3. MODE OF OPERATION OF DIVINE PROVIDENCE.—Generally speaking, it operates as the All-ruling divine will conducting the world, with its conceptions which ever transcend the reality, to its destined goal.

It embraces everything, even free causes, each in its own way. It includes the agency of secondary causes in harmony with their nature in such a way as to keep secure, along with the absolute aim, the distinction between the necessary and free causes, by whose means the aim is to be worked out. Where this is denied, religion shrivels into passive resignation and abandonment of all effort. There finite and divine causality, when not identified, are treated as mutually exclusive. Where one acts, the other does not. Absolute Determinism, and to some extent the Mystics, would have everything referred directly to God's Providence, to the exclusion of the spontaneous activity of the world. The Mohammedan refuses medicine, because everything happens as God predestinated. But if everything outside God is impersonal and without causality, then has Providence no real object, and government nothing to govern. And, especially, to wish to exclude human freedom in the interest of God's all-comprehending Providence, would be to look on God as a monarch able only to effect His purposes by ineans of unfree, impersonal forces. But it is a higher order of government, nay true government, to be able to control free forces, and bend them to one's own purpose.
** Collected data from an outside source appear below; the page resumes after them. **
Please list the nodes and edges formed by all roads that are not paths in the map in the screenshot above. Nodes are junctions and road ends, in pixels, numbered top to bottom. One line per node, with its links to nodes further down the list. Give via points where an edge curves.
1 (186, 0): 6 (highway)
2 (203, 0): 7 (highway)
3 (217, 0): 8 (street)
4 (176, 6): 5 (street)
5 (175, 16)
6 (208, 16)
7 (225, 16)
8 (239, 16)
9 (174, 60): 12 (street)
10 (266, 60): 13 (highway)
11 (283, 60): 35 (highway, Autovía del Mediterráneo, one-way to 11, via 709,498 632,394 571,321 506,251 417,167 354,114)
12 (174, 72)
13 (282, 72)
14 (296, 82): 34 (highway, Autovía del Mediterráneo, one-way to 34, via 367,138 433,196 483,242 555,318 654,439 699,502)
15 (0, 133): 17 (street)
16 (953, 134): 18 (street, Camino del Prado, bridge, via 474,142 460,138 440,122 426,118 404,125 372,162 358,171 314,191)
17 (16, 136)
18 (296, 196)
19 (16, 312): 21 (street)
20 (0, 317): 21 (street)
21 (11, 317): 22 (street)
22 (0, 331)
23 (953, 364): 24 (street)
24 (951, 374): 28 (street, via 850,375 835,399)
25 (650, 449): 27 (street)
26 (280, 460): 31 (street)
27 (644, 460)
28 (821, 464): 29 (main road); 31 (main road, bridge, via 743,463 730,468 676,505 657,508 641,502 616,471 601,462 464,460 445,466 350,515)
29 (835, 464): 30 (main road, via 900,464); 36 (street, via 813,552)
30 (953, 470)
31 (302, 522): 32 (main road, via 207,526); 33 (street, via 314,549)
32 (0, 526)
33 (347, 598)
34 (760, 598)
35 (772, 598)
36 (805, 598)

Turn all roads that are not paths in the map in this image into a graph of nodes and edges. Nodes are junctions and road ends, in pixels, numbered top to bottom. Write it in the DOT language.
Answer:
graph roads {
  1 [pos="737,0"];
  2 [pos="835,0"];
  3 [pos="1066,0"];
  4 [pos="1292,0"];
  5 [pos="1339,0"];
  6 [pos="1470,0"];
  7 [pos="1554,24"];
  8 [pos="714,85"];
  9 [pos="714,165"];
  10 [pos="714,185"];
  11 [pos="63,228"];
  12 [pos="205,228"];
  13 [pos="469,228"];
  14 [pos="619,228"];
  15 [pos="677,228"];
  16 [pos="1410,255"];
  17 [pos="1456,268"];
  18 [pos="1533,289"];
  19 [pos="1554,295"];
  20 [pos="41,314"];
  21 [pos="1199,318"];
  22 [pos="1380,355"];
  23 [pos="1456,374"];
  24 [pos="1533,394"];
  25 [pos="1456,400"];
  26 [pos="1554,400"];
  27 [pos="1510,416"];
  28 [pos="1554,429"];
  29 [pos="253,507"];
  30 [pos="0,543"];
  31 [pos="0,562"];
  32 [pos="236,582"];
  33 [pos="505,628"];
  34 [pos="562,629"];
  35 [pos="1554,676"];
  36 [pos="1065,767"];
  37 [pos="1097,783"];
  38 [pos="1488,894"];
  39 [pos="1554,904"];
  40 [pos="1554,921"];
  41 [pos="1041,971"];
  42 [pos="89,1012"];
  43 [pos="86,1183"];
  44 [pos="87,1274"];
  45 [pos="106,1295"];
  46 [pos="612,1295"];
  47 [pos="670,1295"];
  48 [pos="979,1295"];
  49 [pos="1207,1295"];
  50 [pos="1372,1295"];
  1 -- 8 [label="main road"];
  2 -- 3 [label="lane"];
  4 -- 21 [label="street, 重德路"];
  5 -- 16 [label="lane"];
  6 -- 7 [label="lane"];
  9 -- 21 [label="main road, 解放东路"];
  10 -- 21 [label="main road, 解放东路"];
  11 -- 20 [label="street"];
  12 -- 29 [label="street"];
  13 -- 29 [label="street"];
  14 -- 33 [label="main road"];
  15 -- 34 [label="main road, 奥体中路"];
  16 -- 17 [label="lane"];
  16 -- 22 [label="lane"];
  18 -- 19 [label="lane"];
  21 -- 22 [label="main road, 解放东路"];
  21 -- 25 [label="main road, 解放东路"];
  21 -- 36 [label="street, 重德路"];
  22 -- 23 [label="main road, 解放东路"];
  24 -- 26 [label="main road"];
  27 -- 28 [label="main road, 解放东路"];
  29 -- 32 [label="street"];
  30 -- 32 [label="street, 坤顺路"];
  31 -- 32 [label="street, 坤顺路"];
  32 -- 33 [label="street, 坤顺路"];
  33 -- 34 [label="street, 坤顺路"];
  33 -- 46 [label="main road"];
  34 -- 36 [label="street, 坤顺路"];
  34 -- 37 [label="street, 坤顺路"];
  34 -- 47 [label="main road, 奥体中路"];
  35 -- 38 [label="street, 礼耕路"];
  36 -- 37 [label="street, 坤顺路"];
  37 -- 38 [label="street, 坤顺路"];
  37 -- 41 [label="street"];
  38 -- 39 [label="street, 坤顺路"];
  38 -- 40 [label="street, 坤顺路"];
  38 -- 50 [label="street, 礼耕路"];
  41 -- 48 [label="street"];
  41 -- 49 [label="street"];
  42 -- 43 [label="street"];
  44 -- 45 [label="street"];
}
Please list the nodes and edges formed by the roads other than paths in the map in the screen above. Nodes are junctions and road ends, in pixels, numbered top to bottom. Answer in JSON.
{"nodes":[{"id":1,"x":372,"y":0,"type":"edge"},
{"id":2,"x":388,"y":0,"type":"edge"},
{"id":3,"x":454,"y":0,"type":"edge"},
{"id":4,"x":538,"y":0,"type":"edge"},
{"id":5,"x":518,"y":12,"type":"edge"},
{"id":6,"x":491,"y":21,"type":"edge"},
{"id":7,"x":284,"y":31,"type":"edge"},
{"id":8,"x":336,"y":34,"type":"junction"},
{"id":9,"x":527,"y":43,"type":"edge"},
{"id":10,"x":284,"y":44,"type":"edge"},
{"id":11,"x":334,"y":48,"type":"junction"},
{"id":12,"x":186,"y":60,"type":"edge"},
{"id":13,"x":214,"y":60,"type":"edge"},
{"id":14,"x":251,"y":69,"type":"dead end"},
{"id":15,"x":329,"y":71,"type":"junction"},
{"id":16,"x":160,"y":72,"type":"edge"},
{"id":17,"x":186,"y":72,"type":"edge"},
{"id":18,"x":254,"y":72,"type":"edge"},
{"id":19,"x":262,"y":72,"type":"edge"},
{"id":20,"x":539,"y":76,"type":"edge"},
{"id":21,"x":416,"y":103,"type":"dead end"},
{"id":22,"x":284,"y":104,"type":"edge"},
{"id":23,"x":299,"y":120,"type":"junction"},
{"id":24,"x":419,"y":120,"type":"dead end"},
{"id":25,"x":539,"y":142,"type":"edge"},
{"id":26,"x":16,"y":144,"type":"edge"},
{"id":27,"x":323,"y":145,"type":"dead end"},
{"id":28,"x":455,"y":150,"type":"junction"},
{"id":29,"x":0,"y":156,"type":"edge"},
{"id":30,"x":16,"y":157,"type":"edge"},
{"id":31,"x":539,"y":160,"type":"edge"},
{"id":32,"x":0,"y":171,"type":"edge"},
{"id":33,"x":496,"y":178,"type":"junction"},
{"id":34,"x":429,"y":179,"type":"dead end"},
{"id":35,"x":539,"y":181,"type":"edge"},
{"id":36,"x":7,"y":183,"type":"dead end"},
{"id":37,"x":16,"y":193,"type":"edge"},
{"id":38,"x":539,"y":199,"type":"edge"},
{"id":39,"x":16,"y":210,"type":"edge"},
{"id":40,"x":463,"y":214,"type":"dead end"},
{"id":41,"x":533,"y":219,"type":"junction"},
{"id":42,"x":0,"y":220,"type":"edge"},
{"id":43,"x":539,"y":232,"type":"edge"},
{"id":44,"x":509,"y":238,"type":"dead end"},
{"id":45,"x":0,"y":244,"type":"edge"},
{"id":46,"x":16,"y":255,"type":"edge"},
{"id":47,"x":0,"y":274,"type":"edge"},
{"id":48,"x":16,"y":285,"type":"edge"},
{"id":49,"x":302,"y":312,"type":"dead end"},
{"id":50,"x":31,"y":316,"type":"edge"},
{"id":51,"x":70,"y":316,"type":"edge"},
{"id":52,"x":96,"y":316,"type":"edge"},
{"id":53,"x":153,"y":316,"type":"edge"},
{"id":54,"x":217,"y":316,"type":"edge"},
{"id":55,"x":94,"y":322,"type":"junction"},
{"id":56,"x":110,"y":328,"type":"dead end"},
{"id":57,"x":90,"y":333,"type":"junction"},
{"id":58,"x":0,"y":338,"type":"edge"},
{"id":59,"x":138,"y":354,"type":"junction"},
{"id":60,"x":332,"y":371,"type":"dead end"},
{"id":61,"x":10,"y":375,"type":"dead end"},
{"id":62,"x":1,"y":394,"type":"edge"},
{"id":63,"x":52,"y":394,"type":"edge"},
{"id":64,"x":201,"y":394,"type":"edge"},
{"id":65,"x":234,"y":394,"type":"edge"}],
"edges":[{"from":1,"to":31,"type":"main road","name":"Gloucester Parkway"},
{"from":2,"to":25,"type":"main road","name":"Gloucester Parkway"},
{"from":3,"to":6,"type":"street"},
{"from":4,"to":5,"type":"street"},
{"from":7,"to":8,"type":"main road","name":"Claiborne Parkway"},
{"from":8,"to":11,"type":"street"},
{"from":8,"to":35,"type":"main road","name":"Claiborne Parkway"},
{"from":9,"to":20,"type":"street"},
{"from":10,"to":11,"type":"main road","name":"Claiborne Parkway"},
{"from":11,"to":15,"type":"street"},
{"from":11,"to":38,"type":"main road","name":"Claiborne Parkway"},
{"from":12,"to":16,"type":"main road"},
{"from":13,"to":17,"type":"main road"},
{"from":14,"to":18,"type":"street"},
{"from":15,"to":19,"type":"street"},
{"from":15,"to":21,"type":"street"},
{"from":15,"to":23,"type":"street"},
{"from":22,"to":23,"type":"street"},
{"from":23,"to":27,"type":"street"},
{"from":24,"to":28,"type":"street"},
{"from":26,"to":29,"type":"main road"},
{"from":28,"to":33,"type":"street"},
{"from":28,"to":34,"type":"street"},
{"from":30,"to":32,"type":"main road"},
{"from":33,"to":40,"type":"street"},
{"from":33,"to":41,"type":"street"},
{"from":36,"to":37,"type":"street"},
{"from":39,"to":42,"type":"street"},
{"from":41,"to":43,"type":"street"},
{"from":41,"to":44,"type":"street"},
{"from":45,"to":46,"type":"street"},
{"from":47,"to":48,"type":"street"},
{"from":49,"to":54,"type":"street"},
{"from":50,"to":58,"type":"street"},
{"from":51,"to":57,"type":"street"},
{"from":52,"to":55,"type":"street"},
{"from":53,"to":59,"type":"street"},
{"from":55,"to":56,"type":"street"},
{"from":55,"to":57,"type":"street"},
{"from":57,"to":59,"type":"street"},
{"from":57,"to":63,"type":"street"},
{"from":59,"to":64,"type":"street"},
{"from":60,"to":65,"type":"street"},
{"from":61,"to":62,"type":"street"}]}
On the other hand, wide as is the field that God's Providence leaves to the action of free causes, it nevertheless utterly excludes absolute chance, as well as blind might or caprice not standing at the beck and control of God's wise love. As respects chance especially, divine Providence, clothed with Almighty power, so comprehends everything of this kind in its range, that nothing exists without both final and efficient cause. Absolute chance there cannot be ; for, God's vision including all possibilities, nothing can occur unobserved and unexpected by Him, but God is great and wonderful in counsel. Nothing within the compass of the possible can actually take place without God's permissive, not to say against His absolutely disposing, will; and He permits nothing actually to take place that would interfere with His world-plan. We may, indeed, speak of a comparative chance. When in a particular department an effect follows, whose sufficient cause is to be found not in that department but in an external cause, relatively, i.e. with reference to the department in question, this effect may be said to be by chance; but absolute chance even here there is none, both departments being held in relation to each other by a higher hand or unity, else they would be unable to influence each other. The idea of absolute chance is therefore a matter of imperfect observation,

But we must linger awhile on the subject of human freedom in relation to Providence. Freedom is the possibility of arbitrariness, and so far there is in it the principle of chance, and that real, though still not absolute. For in its existence and aim freedom is conditioned by God. Regarded neither in an efficient nor final relation is its existence

1 Job xv. 8; Ps. xxxiii.; Isa. xxviii. 29, xl. 13; Jer. xxxii. 18 ff. ; Prov. viii. 14; Rom. xi. 33; 1 Cor. ii.7.